◆ ASSIGNED TASK
Exactly as they stand, write out all of the entries again.

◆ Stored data
_ _ _

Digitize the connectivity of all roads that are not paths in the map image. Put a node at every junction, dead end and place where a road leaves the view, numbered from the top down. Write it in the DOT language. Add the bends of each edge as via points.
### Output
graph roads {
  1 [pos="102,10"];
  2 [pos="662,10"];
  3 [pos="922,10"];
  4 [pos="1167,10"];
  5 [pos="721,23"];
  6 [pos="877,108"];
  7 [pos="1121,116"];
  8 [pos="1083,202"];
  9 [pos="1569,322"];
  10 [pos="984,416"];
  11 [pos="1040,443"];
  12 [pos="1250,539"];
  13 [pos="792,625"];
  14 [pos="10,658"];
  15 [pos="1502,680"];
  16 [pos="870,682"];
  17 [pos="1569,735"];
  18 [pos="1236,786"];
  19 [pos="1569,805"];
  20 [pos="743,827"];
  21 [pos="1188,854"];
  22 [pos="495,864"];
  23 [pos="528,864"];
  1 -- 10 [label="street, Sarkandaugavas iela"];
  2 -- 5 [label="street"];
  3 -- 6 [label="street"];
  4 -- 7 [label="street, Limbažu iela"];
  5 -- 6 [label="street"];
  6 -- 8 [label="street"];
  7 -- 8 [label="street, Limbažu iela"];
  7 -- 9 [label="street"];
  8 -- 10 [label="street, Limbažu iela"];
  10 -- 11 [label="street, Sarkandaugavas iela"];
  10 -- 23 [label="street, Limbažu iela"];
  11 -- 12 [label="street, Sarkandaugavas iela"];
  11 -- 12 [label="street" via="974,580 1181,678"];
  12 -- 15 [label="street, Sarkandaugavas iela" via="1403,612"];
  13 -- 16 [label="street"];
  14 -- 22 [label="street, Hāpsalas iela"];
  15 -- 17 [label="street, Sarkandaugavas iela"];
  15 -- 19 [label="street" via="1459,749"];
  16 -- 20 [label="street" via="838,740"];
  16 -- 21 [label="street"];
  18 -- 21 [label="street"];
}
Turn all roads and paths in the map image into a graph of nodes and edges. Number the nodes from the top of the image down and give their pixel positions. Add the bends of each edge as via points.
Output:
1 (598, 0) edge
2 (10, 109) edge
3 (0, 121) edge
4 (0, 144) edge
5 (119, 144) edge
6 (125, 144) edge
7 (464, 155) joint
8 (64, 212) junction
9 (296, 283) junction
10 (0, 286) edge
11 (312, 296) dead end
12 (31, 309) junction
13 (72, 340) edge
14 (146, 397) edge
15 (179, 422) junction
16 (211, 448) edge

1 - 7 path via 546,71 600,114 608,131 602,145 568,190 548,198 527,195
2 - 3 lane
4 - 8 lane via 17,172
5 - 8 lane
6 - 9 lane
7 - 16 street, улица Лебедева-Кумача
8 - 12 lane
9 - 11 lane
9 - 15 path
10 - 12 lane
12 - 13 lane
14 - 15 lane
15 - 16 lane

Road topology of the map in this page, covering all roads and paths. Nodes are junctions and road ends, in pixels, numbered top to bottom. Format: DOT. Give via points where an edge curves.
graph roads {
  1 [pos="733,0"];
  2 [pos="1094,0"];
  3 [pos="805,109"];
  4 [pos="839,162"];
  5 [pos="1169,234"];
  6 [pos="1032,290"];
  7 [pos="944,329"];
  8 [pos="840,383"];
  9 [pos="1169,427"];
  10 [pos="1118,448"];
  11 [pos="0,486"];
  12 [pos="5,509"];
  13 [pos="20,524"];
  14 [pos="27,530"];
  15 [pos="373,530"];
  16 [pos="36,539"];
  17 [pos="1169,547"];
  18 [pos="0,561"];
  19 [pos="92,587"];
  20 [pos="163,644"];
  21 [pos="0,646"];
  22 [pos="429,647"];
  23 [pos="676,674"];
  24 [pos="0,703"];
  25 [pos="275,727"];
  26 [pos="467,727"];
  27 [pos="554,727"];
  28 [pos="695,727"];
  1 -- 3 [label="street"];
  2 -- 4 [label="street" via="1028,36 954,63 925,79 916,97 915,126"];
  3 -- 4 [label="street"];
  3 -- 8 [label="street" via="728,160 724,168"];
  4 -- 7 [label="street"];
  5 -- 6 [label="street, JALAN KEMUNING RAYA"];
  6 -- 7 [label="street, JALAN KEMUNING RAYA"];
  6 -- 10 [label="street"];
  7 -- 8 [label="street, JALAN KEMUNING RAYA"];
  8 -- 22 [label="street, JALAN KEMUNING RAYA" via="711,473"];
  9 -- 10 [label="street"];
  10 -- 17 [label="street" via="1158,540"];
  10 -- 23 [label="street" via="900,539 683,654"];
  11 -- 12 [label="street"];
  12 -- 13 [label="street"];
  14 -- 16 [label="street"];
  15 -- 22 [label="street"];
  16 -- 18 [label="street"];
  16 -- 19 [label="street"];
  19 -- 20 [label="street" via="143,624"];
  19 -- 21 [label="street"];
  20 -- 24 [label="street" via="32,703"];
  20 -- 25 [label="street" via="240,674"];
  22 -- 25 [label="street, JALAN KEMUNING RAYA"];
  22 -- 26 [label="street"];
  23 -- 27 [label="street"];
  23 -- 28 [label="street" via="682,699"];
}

_ _ _

◆ ANSWER TO THE PROBLEM
Digitize the connectivity of all roads that are not paths in the map image. Put a node at every junction, dead end and place where a road leaves the view, numbered from the top down. Write it in the DOT language. Add the bends of each edge as via points.
### Output
graph roads {
  1 [pos="102,10"];
  2 [pos="662,10"];
  3 [pos="922,10"];
  4 [pos="1167,10"];
  5 [pos="721,23"];
  6 [pos="877,108"];
  7 [pos="1121,116"];
  8 [pos="1083,202"];
  9 [pos="1569,322"];
  10 [pos="984,416"];
  11 [pos="1040,443"];
  12 [pos="1250,539"];
  13 [pos="792,625"];
  14 [pos="10,658"];
  15 [pos="1502,680"];
  16 [pos="870,682"];
  17 [pos="1569,735"];
  18 [pos="1236,786"];
  19 [pos="1569,805"];
  20 [pos="743,827"];
  21 [pos="1188,854"];
  22 [pos="495,864"];
  23 [pos="528,864"];
  1 -- 10 [label="street, Sarkandaugavas iela"];
  2 -- 5 [label="street"];
  3 -- 6 [label="street"];
  4 -- 7 [label="street, Limbažu iela"];
  5 -- 6 [label="street"];
  6 -- 8 [label="street"];
  7 -- 8 [label="street, Limbažu iela"];
  7 -- 9 [label="street"];
  8 -- 10 [label="street, Limbažu iela"];
  10 -- 11 [label="street, Sarkandaugavas iela"];
  10 -- 23 [label="street, Limbažu iela"];
  11 -- 12 [label="street, Sarkandaugavas iela"];
  11 -- 12 [label="street" via="974,580 1181,678"];
  12 -- 15 [label="street, Sarkandaugavas iela" via="1403,612"];
  13 -- 16 [label="street"];
  14 -- 22 [label="street, Hāpsalas iela"];
  15 -- 17 [label="street, Sarkandaugavas iela"];
  15 -- 19 [label="street" via="1459,749"];
  16 -- 20 [label="street" via="838,740"];
  16 -- 21 [label="street"];
  18 -- 21 [label="street"];
}
Turn all roads and paths in the map image into a graph of nodes and edges. Number the nodes from the top of the image down and give their pixel positions. Add the bends of each edge as via points.
Output:
1 (598, 0) edge
2 (10, 109) edge
3 (0, 121) edge
4 (0, 144) edge
5 (119, 144) edge
6 (125, 144) edge
7 (464, 155) joint
8 (64, 212) junction
9 (296, 283) junction
10 (0, 286) edge
11 (312, 296) dead end
12 (31, 309) junction
13 (72, 340) edge
14 (146, 397) edge
15 (179, 422) junction
16 (211, 448) edge

1 - 7 path via 546,71 600,114 608,131 602,145 568,190 548,198 527,195
2 - 3 lane
4 - 8 lane via 17,172
5 - 8 lane
6 - 9 lane
7 - 16 street, улица Лебедева-Кумача
8 - 12 lane
9 - 11 lane
9 - 15 path
10 - 12 lane
12 - 13 lane
14 - 15 lane
15 - 16 lane

Road topology of the map in this page, covering all roads and paths. Nodes are junctions and road ends, in pixels, numbered top to bottom. Format: DOT. Give via points where an edge curves.
graph roads {
  1 [pos="733,0"];
  2 [pos="1094,0"];
  3 [pos="805,109"];
  4 [pos="839,162"];
  5 [pos="1169,234"];
  6 [pos="1032,290"];
  7 [pos="944,329"];
  8 [pos="840,383"];
  9 [pos="1169,427"];
  10 [pos="1118,448"];
  11 [pos="0,486"];
  12 [pos="5,509"];
  13 [pos="20,524"];
  14 [pos="27,530"];
  15 [pos="373,530"];
  16 [pos="36,539"];
  17 [pos="1169,547"];
  18 [pos="0,561"];
  19 [pos="92,587"];
  20 [pos="163,644"];
  21 [pos="0,646"];
  22 [pos="429,647"];
  23 [pos="676,674"];
  24 [pos="0,703"];
  25 [pos="275,727"];
  26 [pos="467,727"];
  27 [pos="554,727"];
  28 [pos="695,727"];
  1 -- 3 [label="street"];
  2 -- 4 [label="street" via="1028,36 954,63 925,79 916,97 915,126"];
  3 -- 4 [label="street"];
  3 -- 8 [label="street" via="728,160 724,168"];
  4 -- 7 [label="street"];
  5 -- 6 [label="street, JALAN KEMUNING RAYA"];
  6 -- 7 [label="street, JALAN KEMUNING RAYA"];
  6 -- 10 [label="street"];
  7 -- 8 [label="street, JALAN KEMUNING RAYA"];
  8 -- 22 [label="street, JALAN KEMUNING RAYA" via="711,473"];
  9 -- 10 [label="street"];
  10 -- 17 [label="street" via="1158,540"];
  10 -- 23 [label="street" via="900,539 683,654"];
  11 -- 12 [label="street"];
  12 -- 13 [label="street"];
  14 -- 16 [label="street"];
  15 -- 22 [label="street"];
  16 -- 18 [label="street"];
  16 -- 19 [label="street"];
  19 -- 20 [label="street" via="143,624"];
  19 -- 21 [label="street"];
  20 -- 24 [label="street" via="32,703"];
  20 -- 25 [label="street" via="240,674"];
  22 -- 25 [label="street, JALAN KEMUNING RAYA"];
  22 -- 26 [label="street"];
  23 -- 27 [label="street"];
  23 -- 28 [label="street" via="682,699"];
}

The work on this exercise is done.